Stored data
━━━━━━━━━━

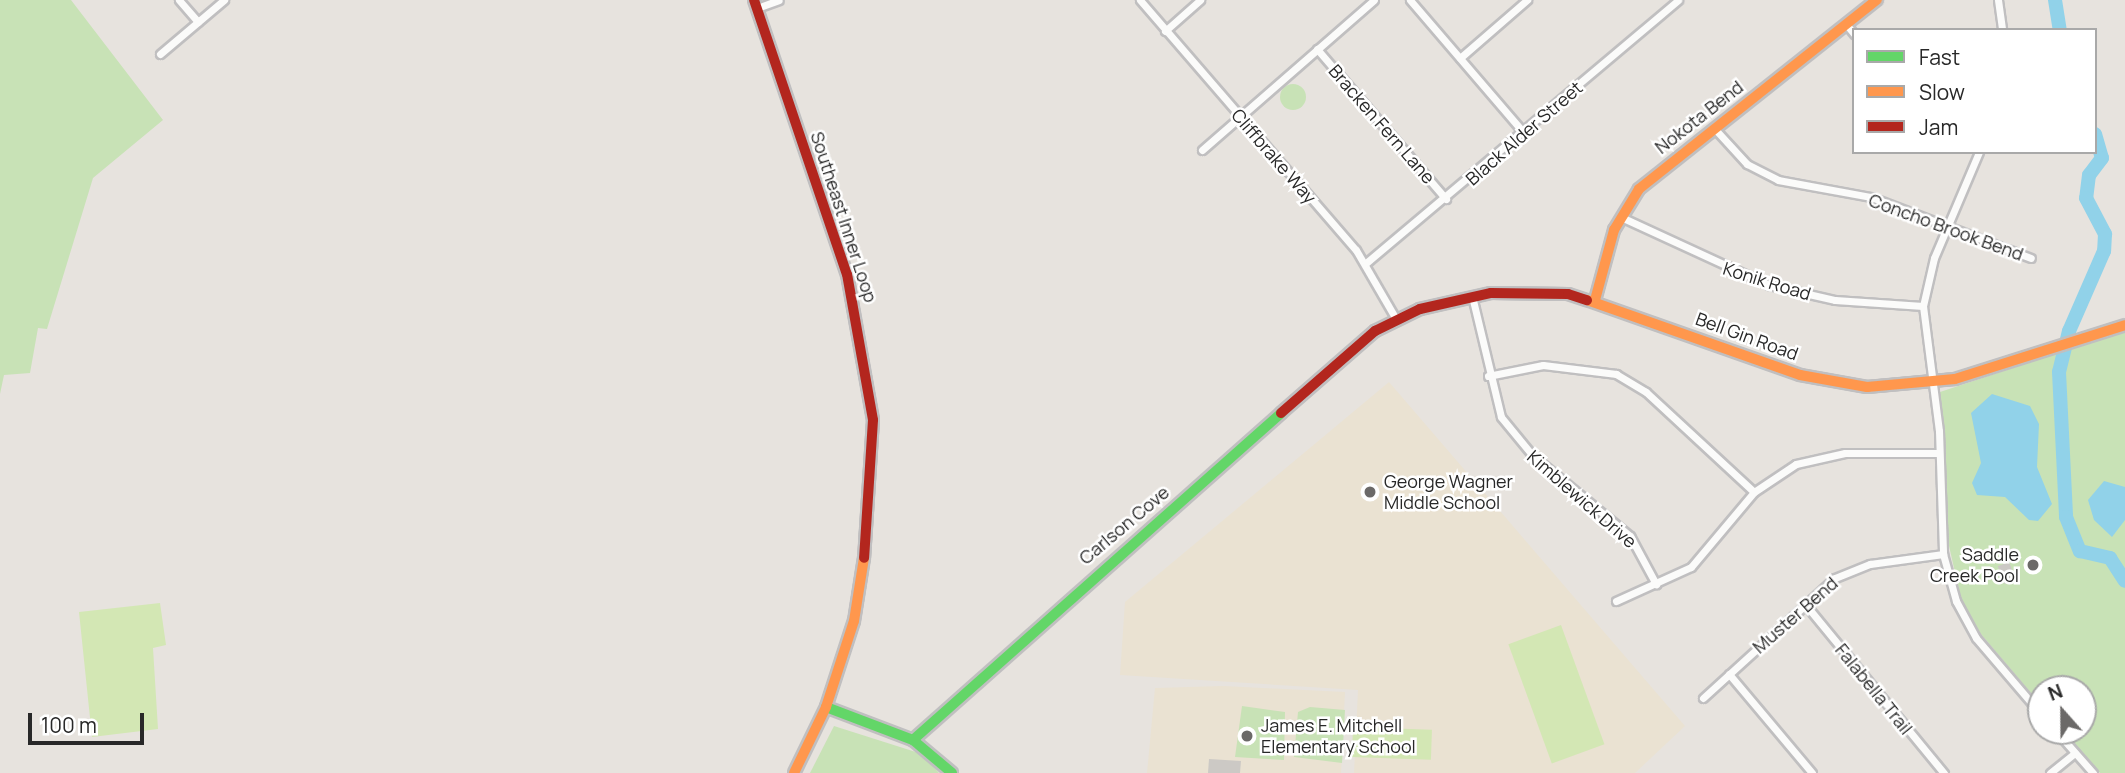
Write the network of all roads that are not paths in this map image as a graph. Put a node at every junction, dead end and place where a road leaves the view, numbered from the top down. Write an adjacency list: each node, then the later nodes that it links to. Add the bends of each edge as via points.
1 (179, 0): 13 (street)
2 (224, 0): 13 (street)
3 (779, 0): 12 (street)
4 (1140, 0): 16 (street, Cliffbrake Way)
5 (1200, 0): 16 (street)
6 (1374, 0): 18 (street)
7 (1410, 0): 20 (street)
8 (1527, 0): 20 (street)
9 (1678, 0): 23 (street, Black Alder Street)
10 (1877, 0): 14 (street, Nokota Bend)
11 (1998, 0): 15 (street)
12 (755, 4): 48 (street, Southeast Inner Loop, via 847,274 873,420 868,552 854,621)
13 (198, 22): 19 (street)
14 (1846, 24): 17 (street); 22 (street, Nokota Bend)
15 (2002, 28)
16 (1165, 31): 21 (street, Cliffbrake Way)
17 (1852, 32)
18 (1317, 49): 21 (street); 26 (street, Bracken Fern Lane)
19 (160, 54)
20 (1460, 58): 23 (street)
21 (1240, 117): 24 (street); 30 (street, Cliffbrake Way)
22 (1714, 128): 27 (street, Nokota Bend, via 1639,189); 28 (street, Concho Brook Bend, via 1747,164 1778,180 1871,197)
23 (1524, 133): 26 (street, Black Alder Street)
24 (1202, 150)
25 (1978, 154): 28 (street)
26 (1446, 199): 30 (street, Black Alder Street)
27 (1621, 218): 32 (street, Nokota Bend); 33 (street, Konik Road, via 1769,285 1835,300)
28 (1948, 226): 29 (street, Concho Brook Bend); 33 (street)
29 (2031, 258)
30 (1366, 263): 34 (street, Cliffbrake Way)
31 (1472, 296): 32 (street, Bell Gin Road, via 1537,290); 34 (street, Bell Gin Road); 37 (street, Kimblewick Drive)
32 (1595, 300): 38 (street, Bell Gin Road, via 1800,375 1867,387)
33 (1923, 306): 38 (street)
34 (1396, 319): 36 (street, Bell Gin Road)
35 (2125, 325): 38 (street, Bell Gin Road)
36 (1364, 342): 49 (street, Carlson Cove, via 981,673)
37 (1488, 376): 40 (street, via 1543,365 1615,374 1646,392); 42 (street, Kimblewick Drive, via 1510,430 1630,536)
38 (1932, 384): 39 (street)
39 (1939, 453): 40 (street, via 1821,457 1781,471); 41 (street)
40 (1754, 492): 42 (street, via 1704,555)
41 (1942, 554): 44 (street, Muster Bend, via 1851,570); 46 (street, via 1970,628)
42 (1656, 584): 43 (street)
43 (1616, 601)
44 (1805, 604): 45 (street, Muster Bend); 55 (street, Falabella Trail)
45 (1729, 674): 47 (street, Muster Bend); 54 (street)
46 (2027, 696)
47 (1703, 698)
48 (826, 707): 49 (street); 52 (street, Southeast Inner Loop)
49 (913, 740): 53 (street)
50 (2068, 745): 51 (street)
51 (2075, 753): 56 (street); 57 (street)
52 (794, 773)
53 (952, 773)
54 (1812, 773)
55 (1944, 773)
56 (2050, 773)
57 (2093, 773)

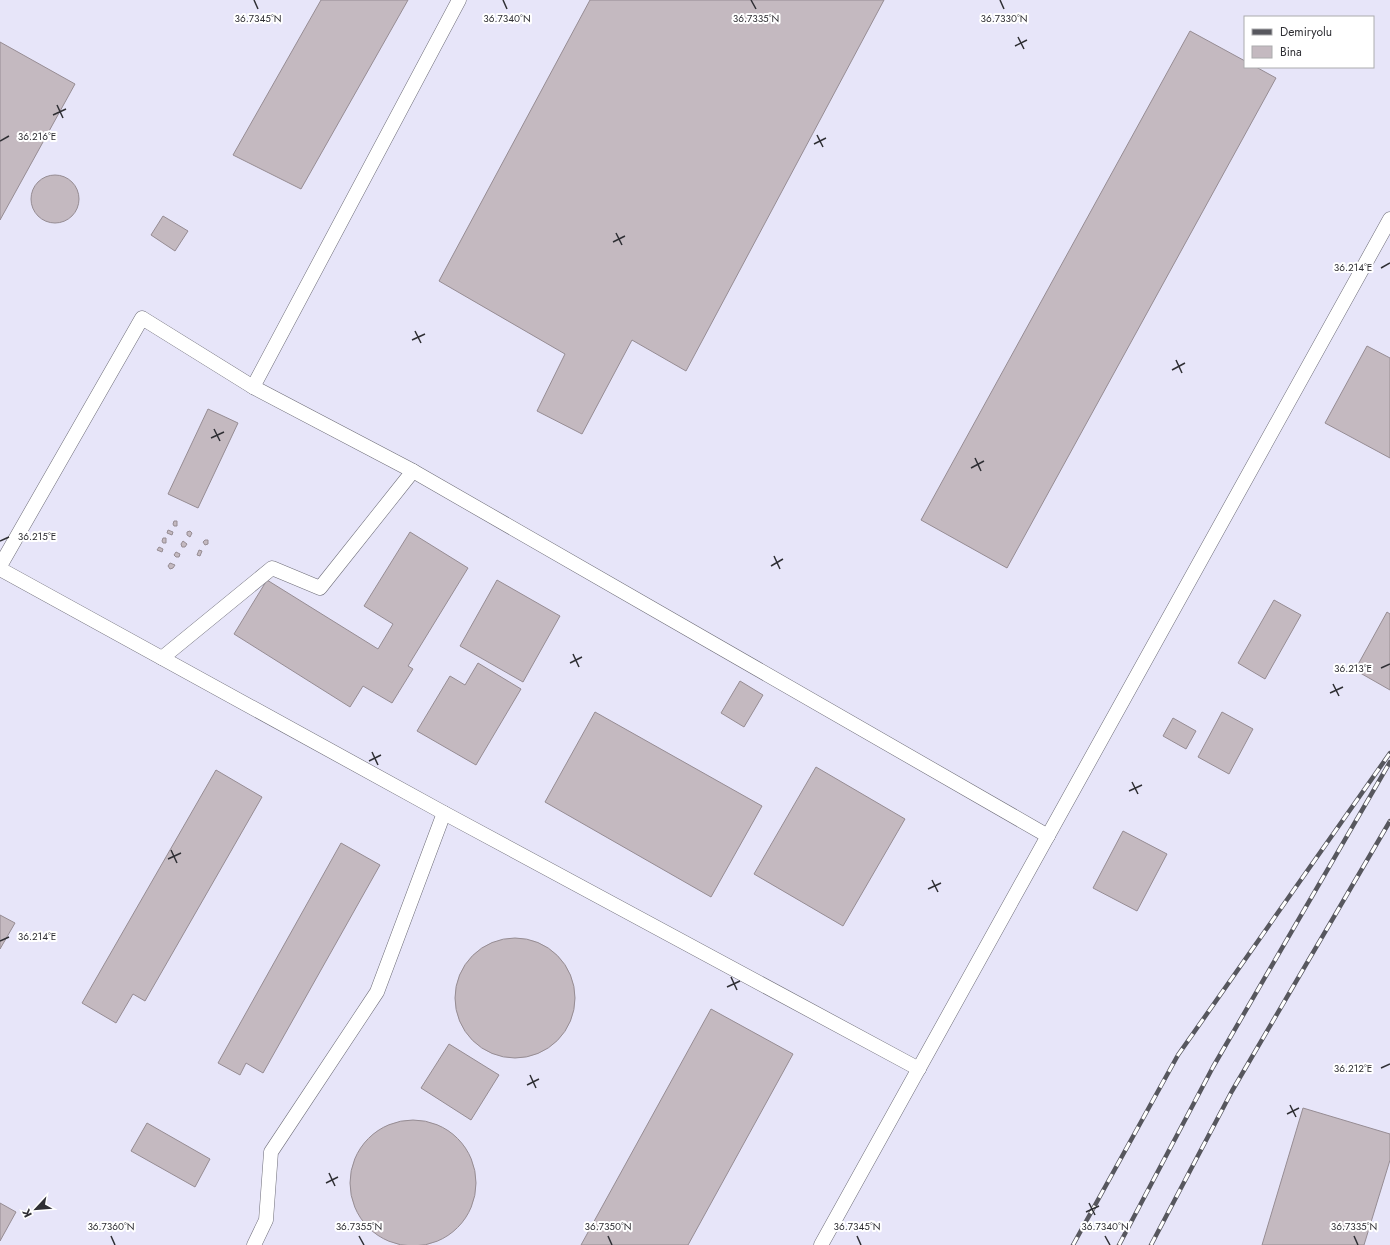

━━━━━━━━━━

What this task involves: Wherever a line of the records above contains the string "Nokota", copy that line out.

Output for this exercise:
10 (1877, 0): 14 (street, Nokota Bend)
14 (1846, 24): 17 (street); 22 (street, Nokota Bend)
22 (1714, 128): 27 (street, Nokota Bend, via 1639,189); 28 (street, Concho Brook Bend, via 1747,164 1778,180 1871,197)
27 (1621, 218): 32 (street, Nokota Bend); 33 (street, Konik Road, via 1769,285 1835,300)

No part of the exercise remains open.